Так, в этом развертывании человек и власть неотделимы; и если человеческое существо, развертывая этот выход к явленности власти, само начинает присутствовать для ее выхода к явленности, то… то и власть способствует развертыванию человеческого существа, его вхождению в присутствие. Упростим до предела: человек присутствует во властвовании и через него; властвуя, он открывается для вещей внешних и просто далеких для него.

«Властвуй, к этому ты призван». Не только те, другие. Благодаря власти человек тоже «про-является»; или — во власти человек выходит к явленности (для чего-то, для чего иначе он явиться не сможет). Власть — это феномен человеческого мира, которого нет ни в мире вещей, ни в мире животных, ни, между прочим, в божественном мире. Что же мы боимся властвовать, представляя эту боязнь как осторожность и благоразумие? И не следует ссылаться на «Народ» как некую высшую, всё оправдывающую и легитимирующую инстанцию. Надо ведь отдавать себе отчет в следующем: «Народу», как некоему мыслимому «объекту», нельзя, не впадая в абсурд, приписать ни мышления, ни сознания, ни воли. Между тем именно это систематически и делают. Возникает парадокс «Сверхсубъекта», т. е. не просто одного из субъектов, а «субъекта субъектов», который, тем не менее, не может ни мыслить, ни сознавать, ни волить. И это главный «политический игрок» (причем и для правительства, и для оппозиции). Кто же в таком случае «мыслит», «сознает», «волит» за него, одновременно представляя свое мышление, свое сознание, свою волю «мышлением», «сознанием» и «волей» «Народа»? Как фабрикуется это «то, что думает», «то, чего хочет Народ»?

Это «Народ»; теперь — Государство; государство и граждане. Во что инвестирует первое и во что — вторые? Государство — в лице правительства — утверждает, что инвестирует в своих граждан, т. е. в человека. В действительности оно инвестирует в само себя, в свои институты, — министерства, армию, службу безопасности, институт государственного образования и т. п. И никогда не инвестирует непосредственно в человека или в гражданское общество. Но утверждается обратное — и это тактика навязанного долга, целиком ложного. Теперь и граждане обязаны инвестировать в свое государство. Государство — это то, ради чего стоит жить и ради чего стоит умирать. Так вот, вместо этого давайте будем инвестировать в гражданское общество и друг в друга. Гражданское общество не является тем, ради чего стоит умирать; это то, в чем можно жить с гарантией свобод и достоинства.

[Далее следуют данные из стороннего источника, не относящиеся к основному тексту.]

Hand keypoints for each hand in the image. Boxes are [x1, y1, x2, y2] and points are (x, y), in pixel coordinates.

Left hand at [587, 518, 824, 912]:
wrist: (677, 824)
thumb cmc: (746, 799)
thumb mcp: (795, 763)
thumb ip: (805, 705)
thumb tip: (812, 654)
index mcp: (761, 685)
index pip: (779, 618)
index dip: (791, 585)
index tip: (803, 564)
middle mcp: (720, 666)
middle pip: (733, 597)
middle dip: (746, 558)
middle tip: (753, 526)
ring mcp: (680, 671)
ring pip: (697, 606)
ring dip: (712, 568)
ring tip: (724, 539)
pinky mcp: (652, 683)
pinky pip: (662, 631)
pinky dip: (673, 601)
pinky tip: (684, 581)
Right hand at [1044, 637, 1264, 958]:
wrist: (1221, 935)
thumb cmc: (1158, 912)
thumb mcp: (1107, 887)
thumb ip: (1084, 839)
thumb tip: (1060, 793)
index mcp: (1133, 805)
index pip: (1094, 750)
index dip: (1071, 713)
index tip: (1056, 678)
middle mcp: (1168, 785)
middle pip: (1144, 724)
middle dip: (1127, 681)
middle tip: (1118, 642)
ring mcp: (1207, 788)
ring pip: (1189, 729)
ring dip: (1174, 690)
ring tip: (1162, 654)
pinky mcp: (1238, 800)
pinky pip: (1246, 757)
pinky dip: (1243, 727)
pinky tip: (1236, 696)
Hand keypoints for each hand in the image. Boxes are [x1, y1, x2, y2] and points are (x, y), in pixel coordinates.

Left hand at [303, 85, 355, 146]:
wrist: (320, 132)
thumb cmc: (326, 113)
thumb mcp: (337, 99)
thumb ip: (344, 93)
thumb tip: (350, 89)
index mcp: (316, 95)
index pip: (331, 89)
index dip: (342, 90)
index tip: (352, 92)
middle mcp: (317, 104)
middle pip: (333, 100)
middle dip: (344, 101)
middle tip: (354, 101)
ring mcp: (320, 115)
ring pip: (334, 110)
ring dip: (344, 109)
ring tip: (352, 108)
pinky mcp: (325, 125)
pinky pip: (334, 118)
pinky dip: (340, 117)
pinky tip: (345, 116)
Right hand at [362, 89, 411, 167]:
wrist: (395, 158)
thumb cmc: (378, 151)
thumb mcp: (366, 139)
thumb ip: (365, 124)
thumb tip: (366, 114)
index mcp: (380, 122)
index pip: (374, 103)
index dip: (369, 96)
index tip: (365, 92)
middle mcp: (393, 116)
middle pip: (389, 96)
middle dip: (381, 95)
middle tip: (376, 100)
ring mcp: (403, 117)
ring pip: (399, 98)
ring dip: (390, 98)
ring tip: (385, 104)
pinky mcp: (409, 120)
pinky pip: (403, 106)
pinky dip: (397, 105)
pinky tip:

Напротив, государство унифицирует. Враг государства обязан быть и твоим врагом — в противном случае ты «предатель» и, следовательно, тоже враг. Лэйнг как-то замечал: «Побуди всех людей желать, ненавидеть и бояться одного и того же — и ты хозяин их поведения, а значит, у тебя в руках потребители и пушечное мясо. Сделай так, чтобы у всех в сознании укоренился образ негров как людей неполноценных или образ белых как существ порочных и слабых, — и поведение можно будет организовать соответственно этому образу» (Феноменология переживания. Львов, 2005. С. 96). Но ведь сделать это можно лишь при том предварительном условии, что мы уже отказались властвовать сами, мы уже не властвуем — и именно в границах нашего собственного человеческого существа.

Власть развертывает человеческое присутствие, но она сама не может быть развернута, если человек не раскрывается ей. — А если мы удалены от власти? — Кто вам это сказал? Почему вы этому поверили? Таково ваше самоощущение? Не всем самоощущениям следует доверять. Для этого у нас и есть сила рефлексии, рефлексирующая сила.

Итак, властью обладают все; абсолютно безвластных людей нет (а иначе мы должны говорить уже о рабстве; кстати, до сих пор плохо разобранный и понятый феномен). Весь вопрос в мере твоей власти, ее границах и в том, на кого и на что она направлена. И важно выяснить это для себя, дабы не впасть в иллюзию всесилия или бессилия. И выяснив, т. е. очертив границы своей власти, важно проявить осторожность, требуемую и этой, хотя бы и очень малой, зоной или областью действия вашей власти.

Сегодня вы — борцы за право без права, властвующие без власти. Но как заметил Ален Бадью, «кто не „делает“ политики, того в ней „нет“. Перефразируем: кто не „делает“ власть, того в ней „нет“. При этом (хотя власть и не сводится к обладанию) надлежит овладеть двояким: и нехваткой, и избыточностью. Так что — вперед, помня, что всегда возможна иная политика, чем просто „управление принудительными ограничениями“.